● **TASK ITEM**:
Go through the lines below. Copy those with "bridge".

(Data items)
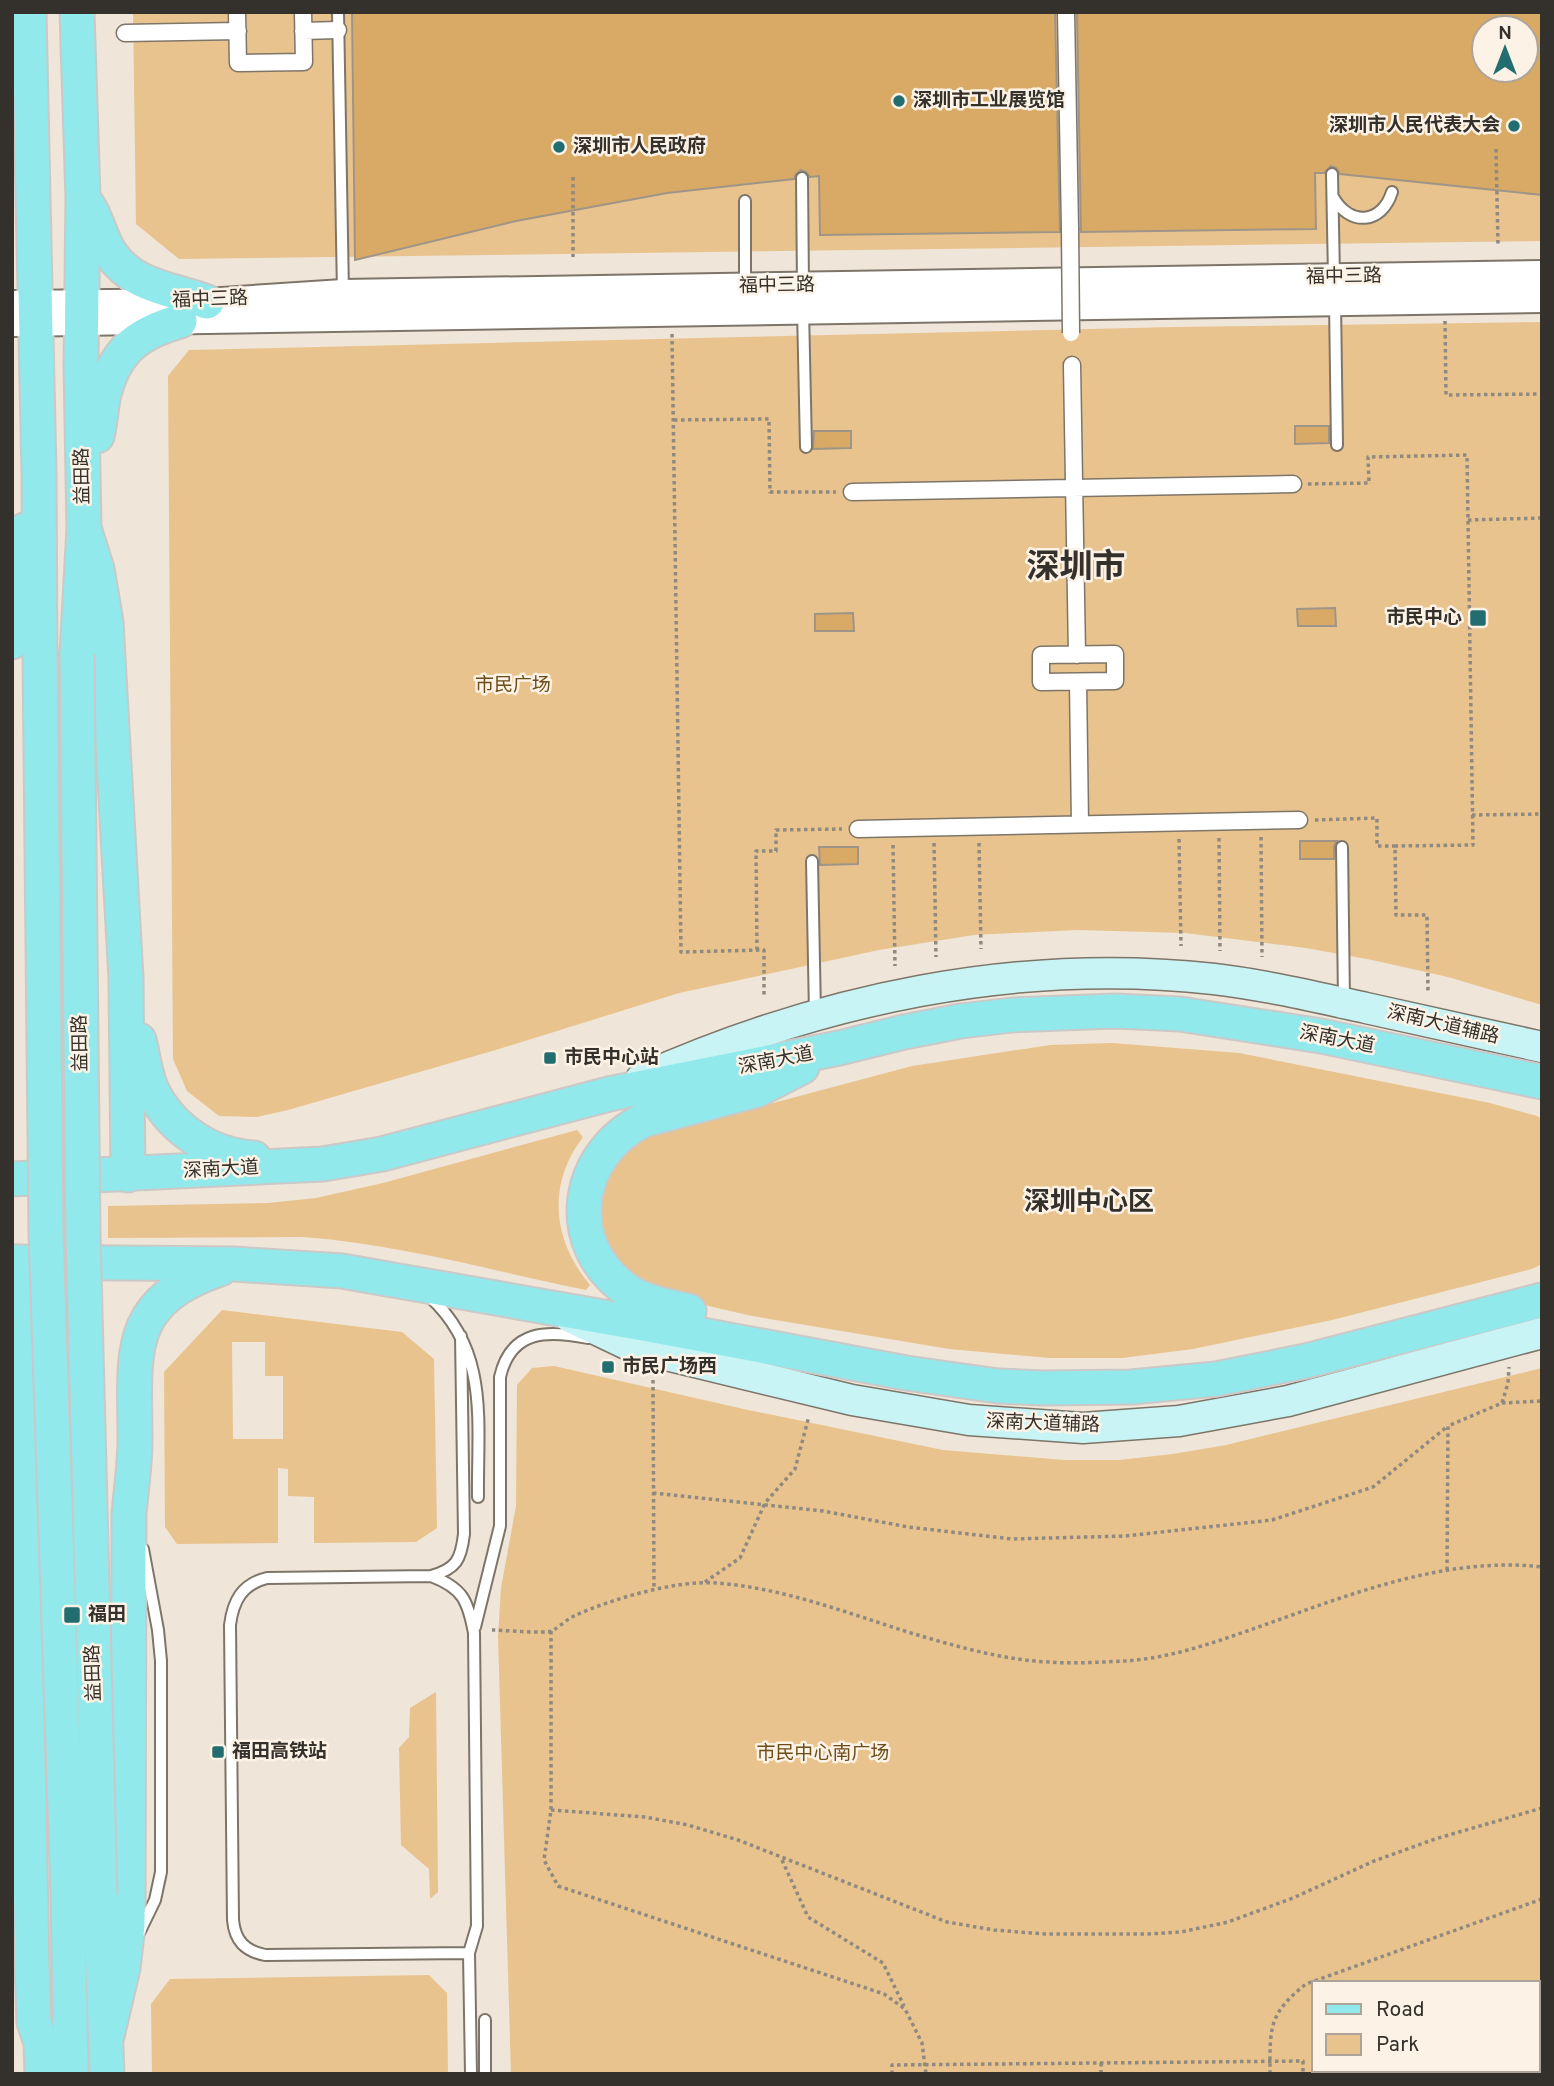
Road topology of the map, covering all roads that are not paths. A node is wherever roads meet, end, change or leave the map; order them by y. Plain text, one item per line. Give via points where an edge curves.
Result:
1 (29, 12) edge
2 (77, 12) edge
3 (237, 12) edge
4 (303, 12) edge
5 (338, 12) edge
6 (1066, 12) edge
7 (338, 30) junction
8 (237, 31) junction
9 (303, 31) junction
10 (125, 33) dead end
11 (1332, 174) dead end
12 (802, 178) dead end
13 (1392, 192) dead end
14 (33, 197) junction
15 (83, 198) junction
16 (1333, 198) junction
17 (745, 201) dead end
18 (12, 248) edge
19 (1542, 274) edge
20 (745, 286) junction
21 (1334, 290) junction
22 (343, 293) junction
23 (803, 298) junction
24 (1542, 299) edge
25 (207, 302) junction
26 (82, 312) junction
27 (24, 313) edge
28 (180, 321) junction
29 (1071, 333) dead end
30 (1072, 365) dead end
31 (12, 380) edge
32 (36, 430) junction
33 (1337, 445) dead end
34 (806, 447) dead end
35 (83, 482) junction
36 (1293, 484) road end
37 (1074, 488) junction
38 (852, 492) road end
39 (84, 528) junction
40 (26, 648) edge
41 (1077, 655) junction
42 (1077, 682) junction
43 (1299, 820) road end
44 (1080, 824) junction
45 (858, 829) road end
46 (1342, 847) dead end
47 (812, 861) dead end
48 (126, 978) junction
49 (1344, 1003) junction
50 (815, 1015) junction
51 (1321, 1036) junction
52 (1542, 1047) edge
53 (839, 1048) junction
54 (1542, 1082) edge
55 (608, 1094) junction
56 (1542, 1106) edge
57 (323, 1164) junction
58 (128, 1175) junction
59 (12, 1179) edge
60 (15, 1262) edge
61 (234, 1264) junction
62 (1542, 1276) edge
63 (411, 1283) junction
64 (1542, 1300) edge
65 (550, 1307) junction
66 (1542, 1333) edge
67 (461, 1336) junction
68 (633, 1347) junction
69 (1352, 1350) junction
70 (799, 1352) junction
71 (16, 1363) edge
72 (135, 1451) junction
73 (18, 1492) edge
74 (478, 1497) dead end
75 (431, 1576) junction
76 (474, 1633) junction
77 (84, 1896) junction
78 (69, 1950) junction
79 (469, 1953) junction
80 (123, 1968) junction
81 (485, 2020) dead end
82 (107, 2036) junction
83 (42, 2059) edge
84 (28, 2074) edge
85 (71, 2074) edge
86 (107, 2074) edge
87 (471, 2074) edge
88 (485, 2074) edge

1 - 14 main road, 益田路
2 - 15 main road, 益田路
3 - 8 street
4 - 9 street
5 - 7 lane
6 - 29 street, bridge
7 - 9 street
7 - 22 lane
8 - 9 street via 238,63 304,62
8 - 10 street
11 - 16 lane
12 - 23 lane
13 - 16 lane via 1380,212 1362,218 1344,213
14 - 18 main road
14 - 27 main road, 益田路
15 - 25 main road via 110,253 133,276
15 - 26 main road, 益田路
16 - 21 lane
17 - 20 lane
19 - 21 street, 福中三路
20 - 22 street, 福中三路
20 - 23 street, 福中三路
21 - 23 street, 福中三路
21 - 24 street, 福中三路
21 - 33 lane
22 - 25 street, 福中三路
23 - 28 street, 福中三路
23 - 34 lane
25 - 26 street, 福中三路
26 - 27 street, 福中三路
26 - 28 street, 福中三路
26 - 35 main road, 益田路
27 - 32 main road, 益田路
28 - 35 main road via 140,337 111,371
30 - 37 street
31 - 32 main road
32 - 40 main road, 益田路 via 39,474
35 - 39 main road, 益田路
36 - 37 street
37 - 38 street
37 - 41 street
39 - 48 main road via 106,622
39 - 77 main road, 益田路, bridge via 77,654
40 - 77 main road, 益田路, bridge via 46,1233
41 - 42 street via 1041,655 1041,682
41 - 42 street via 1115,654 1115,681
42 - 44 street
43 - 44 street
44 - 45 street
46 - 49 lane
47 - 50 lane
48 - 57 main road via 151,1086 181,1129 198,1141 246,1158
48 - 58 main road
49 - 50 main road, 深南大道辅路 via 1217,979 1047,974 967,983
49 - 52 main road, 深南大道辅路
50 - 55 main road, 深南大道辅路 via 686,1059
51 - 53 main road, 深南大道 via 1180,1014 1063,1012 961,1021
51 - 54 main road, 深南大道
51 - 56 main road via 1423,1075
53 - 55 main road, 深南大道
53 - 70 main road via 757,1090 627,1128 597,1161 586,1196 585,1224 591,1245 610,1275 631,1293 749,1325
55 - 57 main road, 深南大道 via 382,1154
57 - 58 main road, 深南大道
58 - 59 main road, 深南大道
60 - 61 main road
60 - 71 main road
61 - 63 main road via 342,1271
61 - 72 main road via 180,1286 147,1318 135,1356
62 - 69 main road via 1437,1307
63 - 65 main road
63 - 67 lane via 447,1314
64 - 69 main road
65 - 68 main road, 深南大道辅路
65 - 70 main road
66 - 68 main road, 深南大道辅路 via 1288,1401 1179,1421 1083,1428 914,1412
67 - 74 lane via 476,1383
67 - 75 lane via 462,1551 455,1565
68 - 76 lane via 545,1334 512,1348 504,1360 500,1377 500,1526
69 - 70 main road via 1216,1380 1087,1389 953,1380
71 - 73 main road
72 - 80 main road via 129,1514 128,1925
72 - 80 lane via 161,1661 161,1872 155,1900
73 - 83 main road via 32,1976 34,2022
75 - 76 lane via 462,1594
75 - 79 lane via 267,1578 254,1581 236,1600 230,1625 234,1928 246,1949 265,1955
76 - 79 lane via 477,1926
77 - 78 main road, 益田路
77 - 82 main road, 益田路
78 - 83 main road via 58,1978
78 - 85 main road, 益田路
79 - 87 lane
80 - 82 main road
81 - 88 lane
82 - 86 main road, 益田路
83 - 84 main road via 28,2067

● **WORKED SOLUTION**:
6 - 29 street, bridge
39 - 77 main road, 益田路, bridge via 77,654
40 - 77 main road, 益田路, bridge via 46,1233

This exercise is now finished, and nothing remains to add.